RE: Negotiating for salary and enhancers

Subject: RE: Negotiating for salary and enhancers
From: "Jim Barrow" <vrfour -at- verizon -dot- net>
To: <techwr-l -at- lists -dot- techwr-l -dot- com>
Date: Thu, 22 Nov 2007 07:31:24 -0800

>On Behalf Of TECHWR-L Administrator:
>It's entirely possible I'll be offered a staff position after having been
working agency >contract assignments for the last dozen years or so.

Congratulations. You must have impressed your employer. Unfortunately,
there may be a red flag on the horizon here.

>I've already been told that the salary range is well below what I make as a
contractor >but it's close to what I'd want if I can get them to come up
with some enhancers (I >will probably be showing them the STC 2005 salary
survey as well as the STC/BLS >2006 salary survey to see if I can't get them
to up the ante a bit).

Hmmm...I think the red flag is in the words "well below". Although an offer
of permanent employment is flattering, it may not always be the best thing
for your career. Enhancers are nice, but keep in mind that enhancers don't
pay the bills.

>They've already told me that after a short period, I'd have the freedom to
work from >home most of the time. That's a big incentive for me compared to
the 30- to 50-mile >one-way commute I've had for most of my recent

This is significant since this translates into real-world dollars. Based on
what you wrote above this means that - if you drive to work - you're filling
your gas tank every 4-5 days at approximately $45-$55 a pop. That's big.

>So what I'm looking for are pointers regarding bringing up and negotiating
some of >the other potential enhancers:
>* signing bonus

This was an eye-opener for me after I recently offered a permanent position
to a member of my team. When she said that she was considering asking HR
for a signing bonus I immediately thought, "Wait, you're a writer, not a
quarterback". But, son-of-a-gun, HR gave her a bonus.

>* additional vacation time
>* a real office with a door instead of just a cubicle
>* STC membership and conference attendance (registration, travel and

All good things and definitely something that you can ask for.

>When do I bring these things up?

After your employer makes an initial offer, which is rule #1: Let them
bring up the topic of salary first. If they ask you what you're looking for
in the way of compensation, just keep it light, mention all of your
accomplishments, and mention that you would be willing to accept a salary
that is commensurate with those accomplishments.

>What are some good ways to actually bring them up?

Typically, an employer will draft an offer letter. This "package" will
state the salary, benefits, 401k, vacation, bonus, etc. At this point, keep
your pen in your pocket and ask for a day or two to review the offer.

This is your time to digest the offer and see if everything meets your
needs.

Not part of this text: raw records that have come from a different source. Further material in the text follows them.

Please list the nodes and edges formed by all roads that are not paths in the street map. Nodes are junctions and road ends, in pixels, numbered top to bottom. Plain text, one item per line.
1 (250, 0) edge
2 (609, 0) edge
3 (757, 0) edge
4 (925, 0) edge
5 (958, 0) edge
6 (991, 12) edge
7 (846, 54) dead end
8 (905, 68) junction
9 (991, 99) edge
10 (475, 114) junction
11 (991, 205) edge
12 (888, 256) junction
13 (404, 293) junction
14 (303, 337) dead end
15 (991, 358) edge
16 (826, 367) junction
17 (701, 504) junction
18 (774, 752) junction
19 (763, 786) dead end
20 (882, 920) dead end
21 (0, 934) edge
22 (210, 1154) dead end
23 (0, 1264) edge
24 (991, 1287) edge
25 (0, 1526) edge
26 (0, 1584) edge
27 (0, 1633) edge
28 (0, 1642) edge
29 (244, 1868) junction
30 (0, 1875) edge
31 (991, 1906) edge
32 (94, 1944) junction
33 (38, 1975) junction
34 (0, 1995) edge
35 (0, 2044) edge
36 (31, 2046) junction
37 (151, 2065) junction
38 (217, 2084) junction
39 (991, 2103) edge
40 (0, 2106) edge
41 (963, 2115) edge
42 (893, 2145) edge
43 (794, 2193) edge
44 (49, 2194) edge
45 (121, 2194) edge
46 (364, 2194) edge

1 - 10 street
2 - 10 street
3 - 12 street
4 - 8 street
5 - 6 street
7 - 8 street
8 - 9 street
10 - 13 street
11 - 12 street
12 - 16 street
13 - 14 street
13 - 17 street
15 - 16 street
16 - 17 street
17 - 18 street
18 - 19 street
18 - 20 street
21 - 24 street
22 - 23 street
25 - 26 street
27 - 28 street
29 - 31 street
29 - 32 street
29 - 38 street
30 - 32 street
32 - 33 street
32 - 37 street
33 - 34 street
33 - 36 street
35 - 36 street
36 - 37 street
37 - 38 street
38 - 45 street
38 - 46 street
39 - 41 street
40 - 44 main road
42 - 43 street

Remember, your employer wants you, that's why they made the offer.
Look at the offer objectively and determine if you will be happy with for
"x" years.

Since this is a negotiation process, the starting salary will more than
likely be at the low end of the scale. Based on the current market, I'm
estimating that you may have $12,000 to $15,000 to work with here.

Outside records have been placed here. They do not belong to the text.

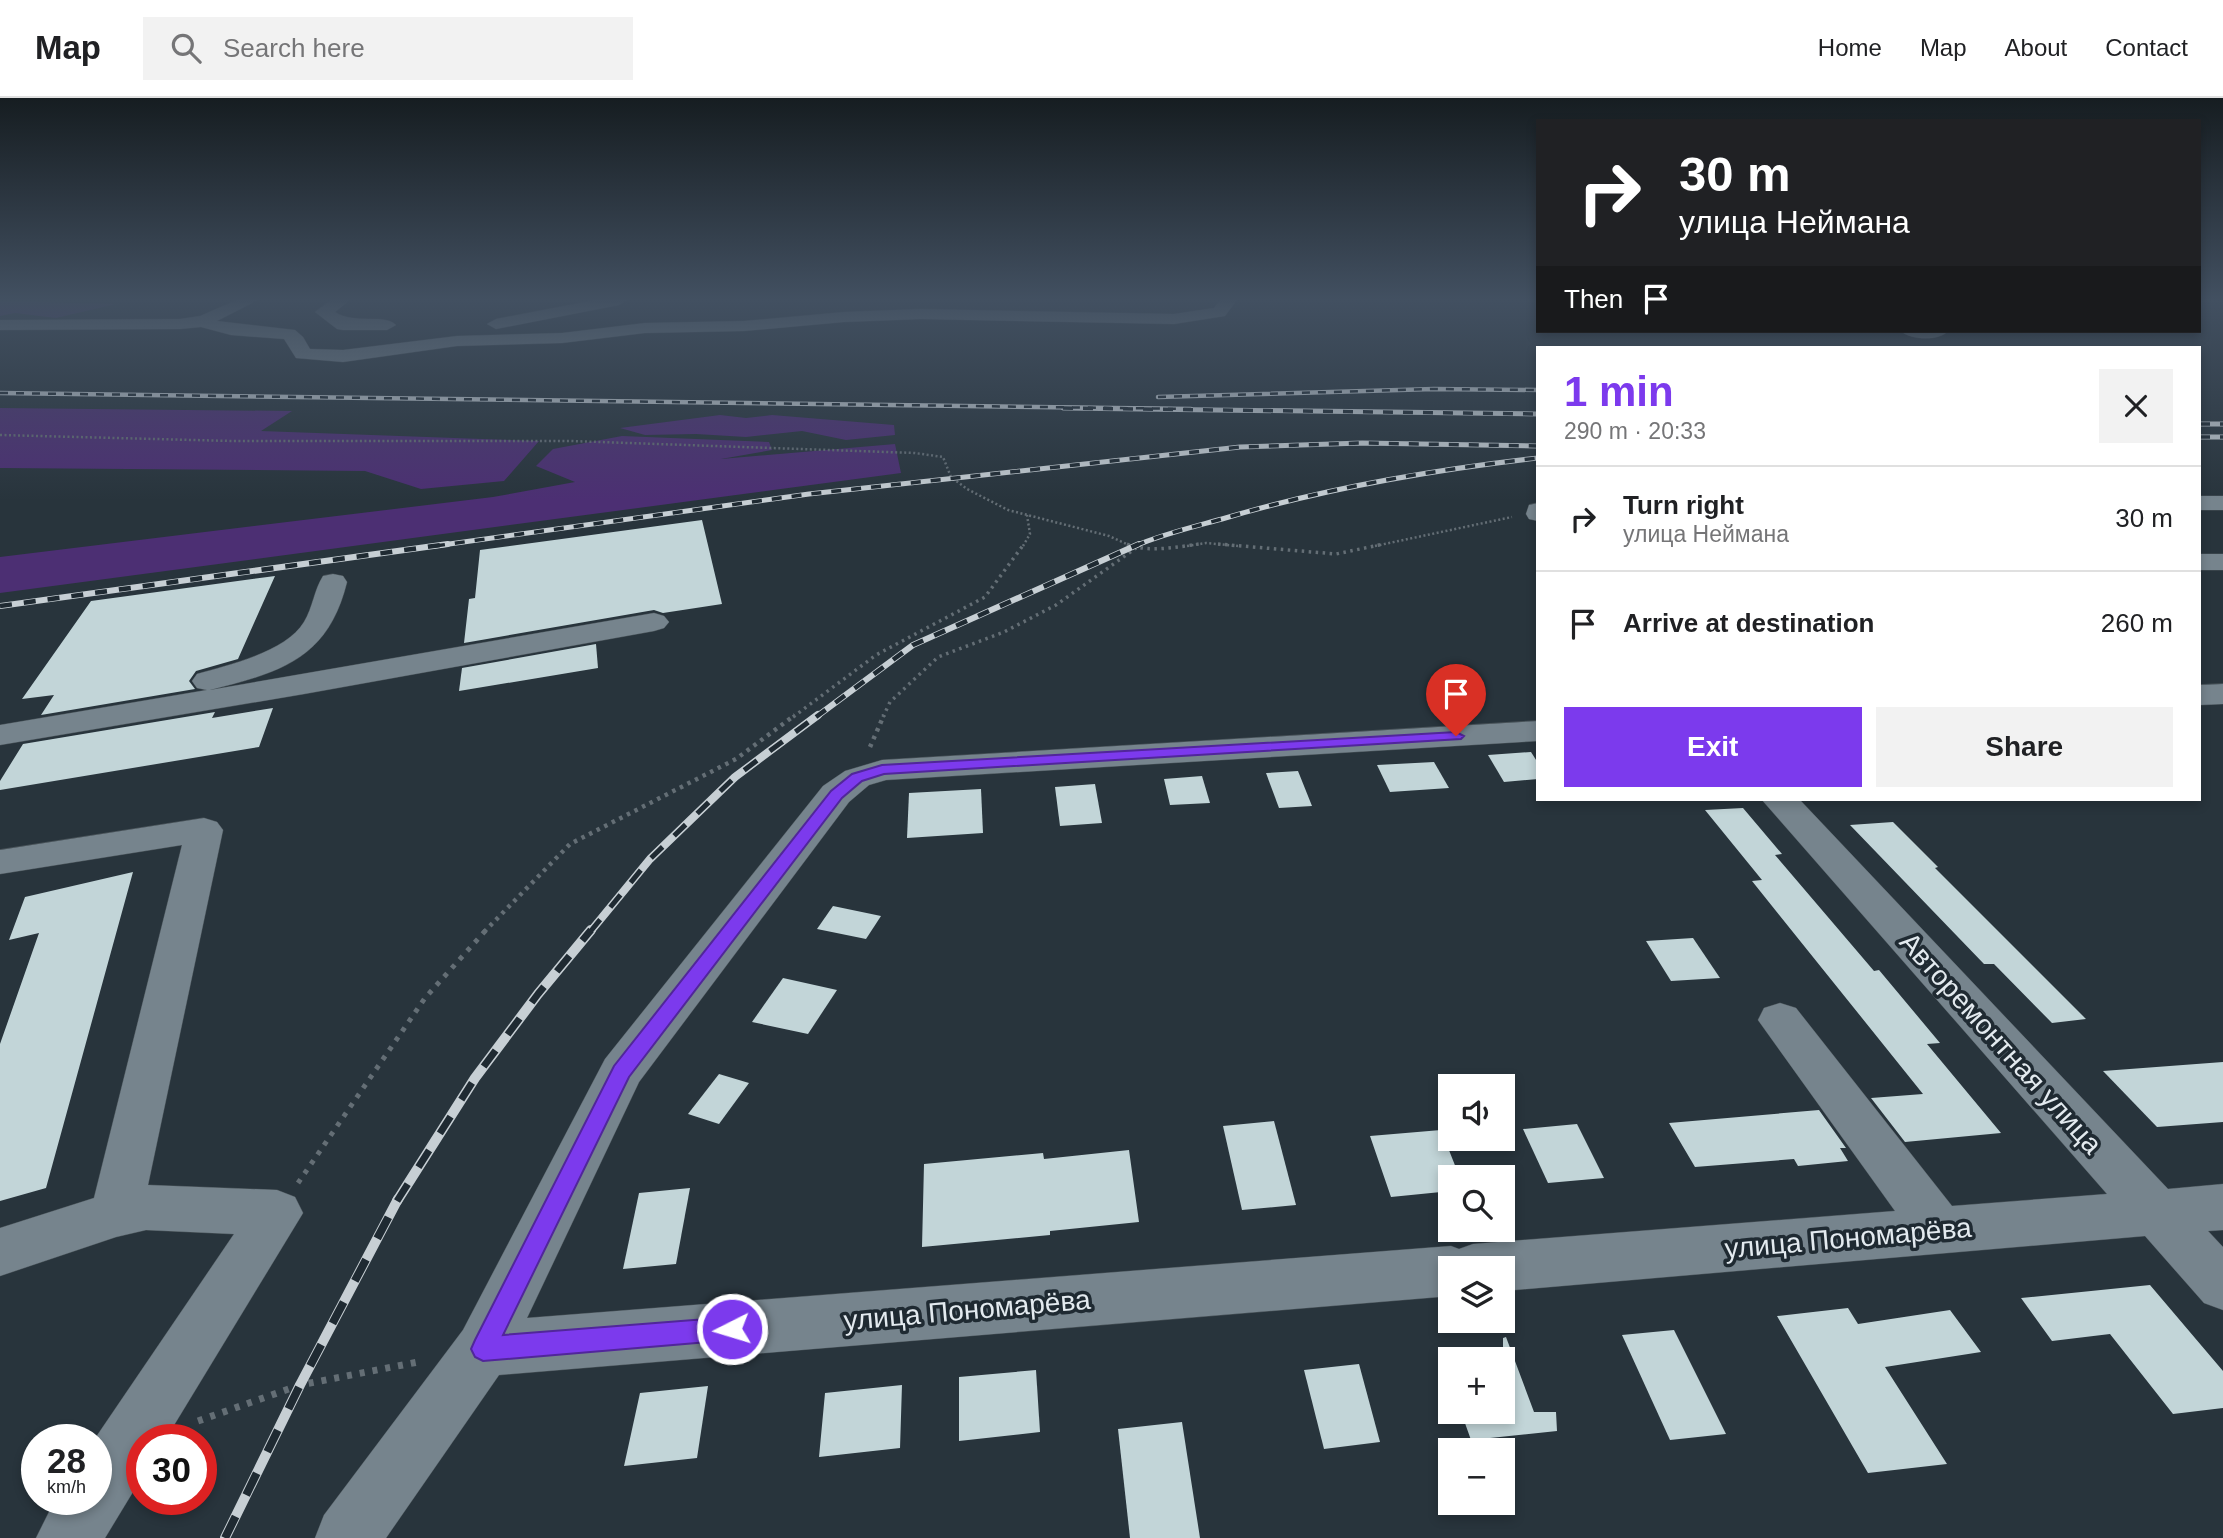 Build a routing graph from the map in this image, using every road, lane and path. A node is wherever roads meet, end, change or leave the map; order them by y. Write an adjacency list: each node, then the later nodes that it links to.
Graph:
1 (0, 435): 5 (path)
2 (2201, 503): 3 (street)
3 (2223, 503)
4 (1536, 512): 6 (path)
5 (1027, 515): 6 (path); 19 (path)
6 (1136, 548): 14 (path)
7 (2201, 562): 8 (street)
8 (2223, 562)
9 (333, 582): 11 (street)
10 (654, 622): 11 (street)
11 (97, 717): 13 (street)
12 (1536, 731): 14 (street)
13 (0, 735)
14 (857, 778): 27 (street)
15 (1781, 801): 21 (street, Авторемонтная улица)
16 (2, 864): 20 (street)
17 (1780, 1020): 22 (street)
18 (2223, 1207): 21 (street, улица Пономарёва)
19 (277, 1213): 20 (street); 29 (street)
20 (116, 1214): 23 (street)
21 (2156, 1214): 22 (street, улица Пономарёва); 26 (street, Авторемонтная улица)
22 (1940, 1231): 24 (street, улица Пономарёва)
23 (0, 1252)
24 (1515, 1266)
25 (1438, 1271): 27 (street, улица Пономарёва)
26 (2223, 1285)
27 (483, 1349): 28 (path); 32 (street)
28 (191, 1424)
29 (112, 1468)
30 (83, 1515): 31 (street)
31 (68, 1538)
32 (347, 1538)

Of all the things you mentioned above, the office may have to be the one
that you sacrifice first as there's not much an employer can do if an office
isn't open, or they don't have the floor space.

>When is the right time to give up pushing for one or more of them?

That's a matter of what's most important to you. Itemize your counter-offer
and mentally rank the things on that list. If your employer would like to
give you an office, but can't, tell them that an extra week of vacation will
aid you in recovering from that disappointment.

>Are there any other enhancers I might have missed that I might want to
throw into >the mix?

You covered the major points. The only things that I can think of is maybe
waiving the open enrollment deadline, if applicable, and rolling back any
deadlines so that you can qualify for your bonus now.